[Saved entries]

=-=-=

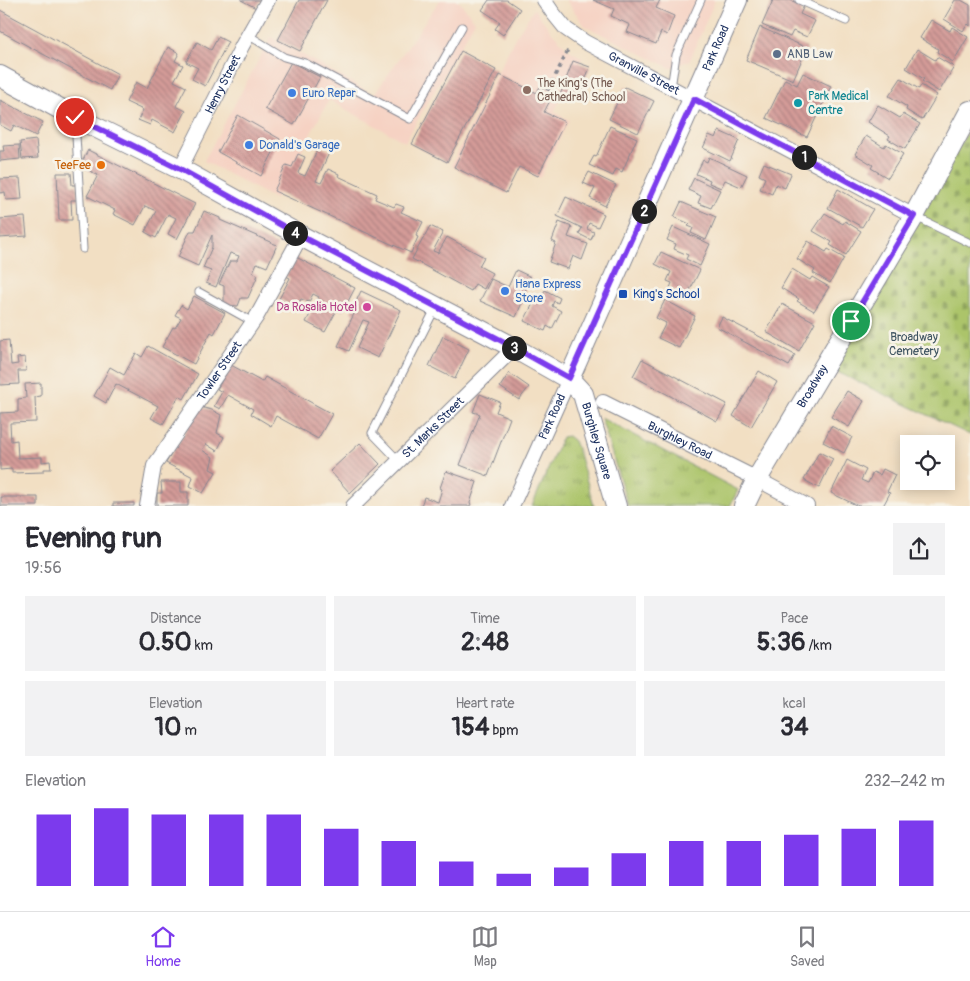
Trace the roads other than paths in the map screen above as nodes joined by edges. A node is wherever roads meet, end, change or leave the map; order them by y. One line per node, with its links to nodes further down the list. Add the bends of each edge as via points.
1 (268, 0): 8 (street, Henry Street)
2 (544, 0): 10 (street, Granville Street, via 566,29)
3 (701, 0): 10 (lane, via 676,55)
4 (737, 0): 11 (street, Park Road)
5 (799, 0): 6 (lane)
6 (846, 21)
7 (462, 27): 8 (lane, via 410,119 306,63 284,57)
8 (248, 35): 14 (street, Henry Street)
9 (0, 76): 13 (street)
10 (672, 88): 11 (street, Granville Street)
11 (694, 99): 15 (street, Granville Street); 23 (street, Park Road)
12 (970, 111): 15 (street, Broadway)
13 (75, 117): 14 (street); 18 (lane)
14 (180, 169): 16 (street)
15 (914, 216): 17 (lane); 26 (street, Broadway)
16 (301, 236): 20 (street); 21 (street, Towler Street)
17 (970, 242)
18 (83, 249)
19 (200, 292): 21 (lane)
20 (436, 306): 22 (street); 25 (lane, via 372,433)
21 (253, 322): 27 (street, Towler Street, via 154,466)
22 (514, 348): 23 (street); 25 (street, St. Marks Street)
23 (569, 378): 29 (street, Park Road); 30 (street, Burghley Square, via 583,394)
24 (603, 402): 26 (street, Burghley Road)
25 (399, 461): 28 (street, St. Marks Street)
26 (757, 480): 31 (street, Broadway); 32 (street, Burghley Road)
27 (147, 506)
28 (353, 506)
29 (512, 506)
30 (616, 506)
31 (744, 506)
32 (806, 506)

=-=-=

▶ [WHAT THE TASK ASKS] One exact copy of the data is required, and it should hold no pictures.

▶ [SOLUTION]
Trace the roads other than paths in the map screen above as nodes joined by edges. A node is wherever roads meet, end, change or leave the map; order them by y. One line per node, with its links to nodes further down the list. Add the bends of each edge as via points.
1 (268, 0): 8 (street, Henry Street)
2 (544, 0): 10 (street, Granville Street, via 566,29)
3 (701, 0): 10 (lane, via 676,55)
4 (737, 0): 11 (street, Park Road)
5 (799, 0): 6 (lane)
6 (846, 21)
7 (462, 27): 8 (lane, via 410,119 306,63 284,57)
8 (248, 35): 14 (street, Henry Street)
9 (0, 76): 13 (street)
10 (672, 88): 11 (street, Granville Street)
11 (694, 99): 15 (street, Granville Street); 23 (street, Park Road)
12 (970, 111): 15 (street, Broadway)
13 (75, 117): 14 (street); 18 (lane)
14 (180, 169): 16 (street)
15 (914, 216): 17 (lane); 26 (street, Broadway)
16 (301, 236): 20 (street); 21 (street, Towler Street)
17 (970, 242)
18 (83, 249)
19 (200, 292): 21 (lane)
20 (436, 306): 22 (street); 25 (lane, via 372,433)
21 (253, 322): 27 (street, Towler Street, via 154,466)
22 (514, 348): 23 (street); 25 (street, St. Marks Street)
23 (569, 378): 29 (street, Park Road); 30 (street, Burghley Square, via 583,394)
24 (603, 402): 26 (street, Burghley Road)
25 (399, 461): 28 (street, St. Marks Street)
26 (757, 480): 31 (street, Broadway); 32 (street, Burghley Road)
27 (147, 506)
28 (353, 506)
29 (512, 506)
30 (616, 506)
31 (744, 506)
32 (806, 506)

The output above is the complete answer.